Il neigeait sans-cesse et les routes devenaient dangereuses malgré les pneus neiges et les allers et retours des chasse-neiges. Nous nous garâmes sur le parking de l'université et avons finis les quelques mètres menant chez lui, à pied...dans le blizard. Le vent soufflait et chahutait la neige qui s'accumulait ça et là en monticules infranchissables.

Nous arrivâmes enfin chez Fernando et avons passé un très agréable moment avec pas mal de personnes que l'on connaissait et d'autres que nous rencontrions à peine. La soirée fût arrosée pour certains mais pas pour moi car je conduisais et quand on conduit ON NE BOIT PAS une seule goutte de breuvage alcoolisé ici...Sinon....Quick ! Plus de permis et garde à vue + amende...Sérieux c'est la vérité. Ils rigolent pas avec la sécurité routière en Suède et personellement je préfère dormir dans mon lit !

Enfin voici le temps des au-revoirs. Il était à peu près 21h et la neige redoublait d'intensité. Les amis, Loretta et Mauro en on profité pour repartir également. Venus à pied, ils étaient contents de pouvoir remonter en voiture. Nous sommes donc sortis sous les " à bientôt " et sous les bourrasques de vent.

Nous avons retrouvé la Yaris...euh la boule de neige en forme de Yaris où on l'avait laissé. En moins de 3h, il était tombé une quantité incroyable de poudreuse qui s'était collée tout autour de l'automobile. Dessus, devant, derrière, sur les côtés...pas un centimètre carré de métal apparent...Quelle tempête ! Après déneigement, en route vers la maison ! A chaque virage, la voiture chassait..On roulait à 20 km/h...Mais la destination se rapprochait tout de même.

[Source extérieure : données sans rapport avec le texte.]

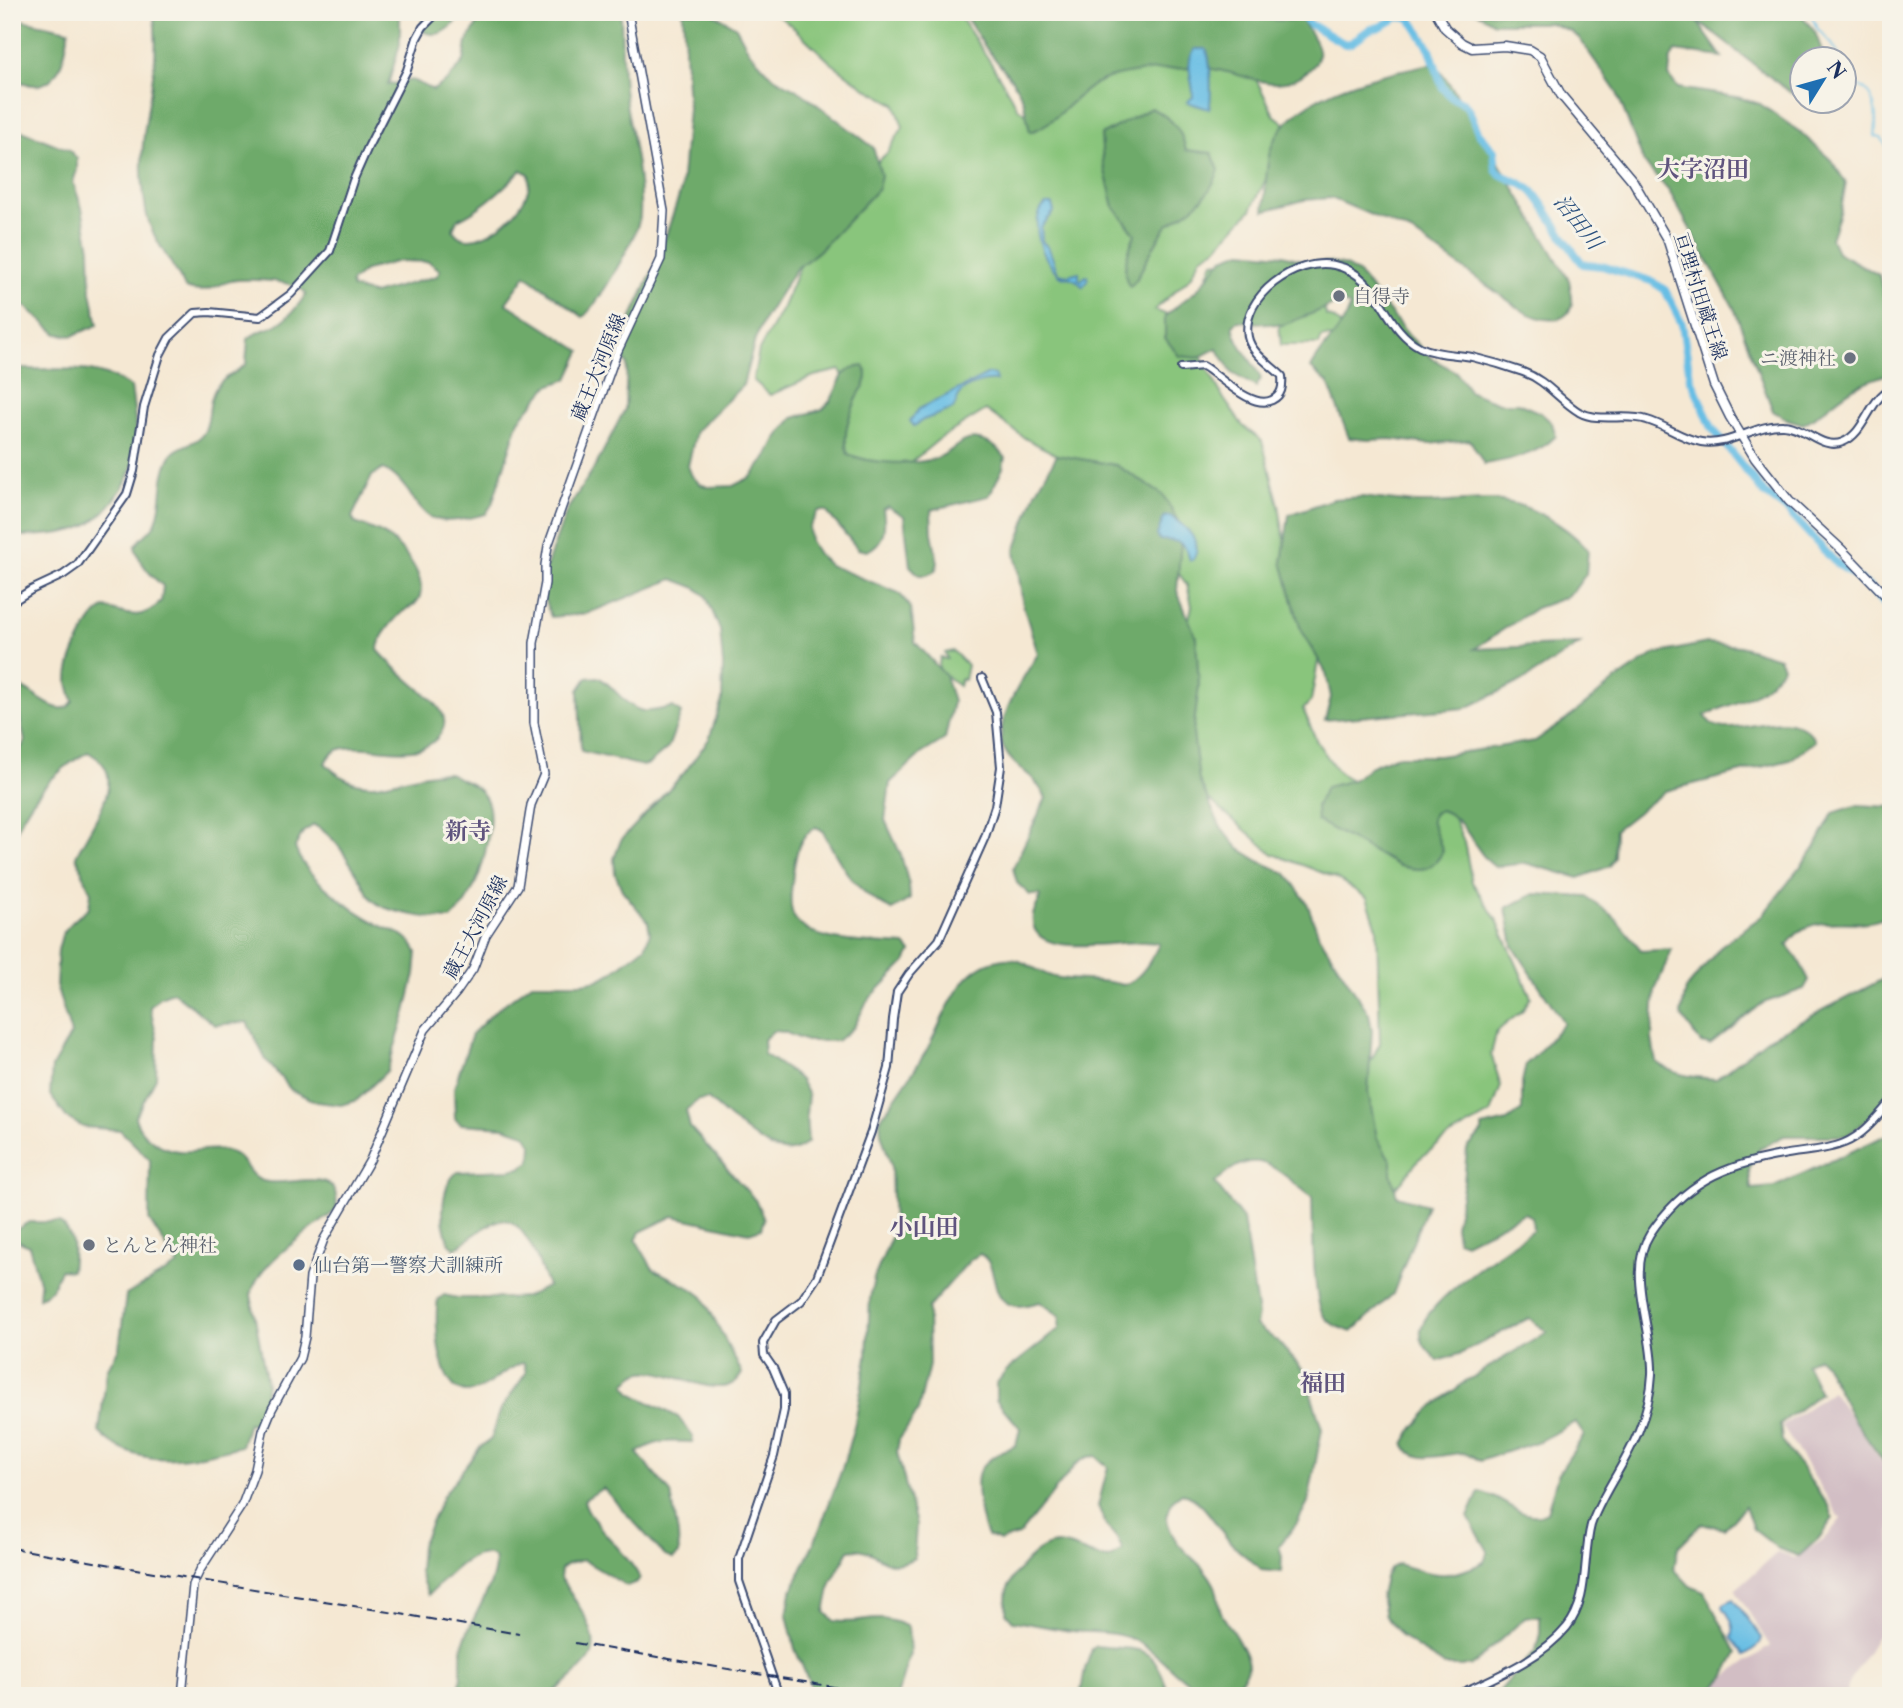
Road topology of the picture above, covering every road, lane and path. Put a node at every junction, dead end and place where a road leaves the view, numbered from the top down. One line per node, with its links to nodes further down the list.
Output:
1 (438, 12): 8 (street)
2 (628, 12): 11 (main road, 蔵王大河原線)
3 (1436, 12): 6 (main road, 亘理村田蔵王線)
4 (1181, 368): 6 (street)
5 (1891, 388): 6 (street)
6 (1740, 435): 7 (main road, 亘理村田蔵王線)
7 (1891, 601)
8 (12, 602)
9 (982, 678): 12 (street)
10 (1891, 1101): 13 (street)
11 (182, 1696)
12 (779, 1696)
13 (1455, 1696)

Après avoir déposé nos amis chez eux, on rentrait pénard, en glissant à chaque virage et coup de frein. Moi ça m'amusait....Luciana moins. Arrivé devant le garage je descendis de la voiture pour ouvrir la porte. Je glissai la clef dans la serrure, tournait à droite....Umffff umfff la clef ne tournait pas....Mince alors ! Je l'enlevais, faisait un pas en avant vers la porte, ce qui fit que j'enfonçai dans la neige ma jambe jusqu'au mollet, remis la clef, tournais à droite....Umfff rien à faire ! La serrure était gelée ! Luciana frigorifée essaya à son tour..Que nenni ! La 2ème clef à la place ? Idem. Résignés nous décidâmes de garer la voiture sur le parking et de la laisser jusqu'au lendemain matin. Au grand jour, ça ira sûrement mieux, dis-je.

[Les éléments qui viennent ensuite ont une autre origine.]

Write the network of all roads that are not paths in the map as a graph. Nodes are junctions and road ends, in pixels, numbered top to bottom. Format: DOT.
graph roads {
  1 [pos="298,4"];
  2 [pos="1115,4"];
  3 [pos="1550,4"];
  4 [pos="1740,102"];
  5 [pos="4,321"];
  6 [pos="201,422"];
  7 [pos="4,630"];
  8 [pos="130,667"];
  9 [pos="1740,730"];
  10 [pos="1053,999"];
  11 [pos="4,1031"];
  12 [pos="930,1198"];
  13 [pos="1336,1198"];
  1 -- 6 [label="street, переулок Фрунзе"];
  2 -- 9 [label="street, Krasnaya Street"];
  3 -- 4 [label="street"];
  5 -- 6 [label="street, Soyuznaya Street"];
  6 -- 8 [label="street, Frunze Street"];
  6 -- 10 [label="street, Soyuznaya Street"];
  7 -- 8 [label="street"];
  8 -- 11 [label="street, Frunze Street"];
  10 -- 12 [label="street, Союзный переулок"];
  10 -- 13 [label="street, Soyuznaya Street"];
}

Rentrés à la maison, et en sirotant une tisane pour nous réchauffer, je me disais :" C'est pas possible, je ne veux pas laisser la voiture comme ça sur le parking, car quand ils vont passer avec les chasses-neige ils vont en foutre partout et vont créer des murs infranchissables pour une auto" Cette réflexion n'était point idiote car je l'avais déjà vu faire au centre-ville : 

Une voiture était garée sur son aire de stationnement, il avait neigé comme vache qui pisse. Les chasses-neige, chassent la neige et ne font rien d'autres d'ailleurs...On n'a jamais vu un chasse-neige traire une brebis par exemple...Les chasses-neige passent dans la rue déblaient la route en créant des petits murs de neige de chaque côté. Ben, le propriétaire de la bagnole a été furax car les 30 cm emmagasinés étaient infranchissables... En pensant à cela, je décidai donc de redescendre pour essayer d'ouvrir cette satanée porte de garage récalcitrante. Muni d'un briquet qui fonctionnait (sinon t'as pas l'air con s'il ne s'allume même pas) je me dirigeai d'un pas non moins glissant que décidé vers l'aire de stationnement. Luciana voulait que j'emmène avec moi une bougie....hmmmm avec le vent qu'il faisait, aucun intérêt.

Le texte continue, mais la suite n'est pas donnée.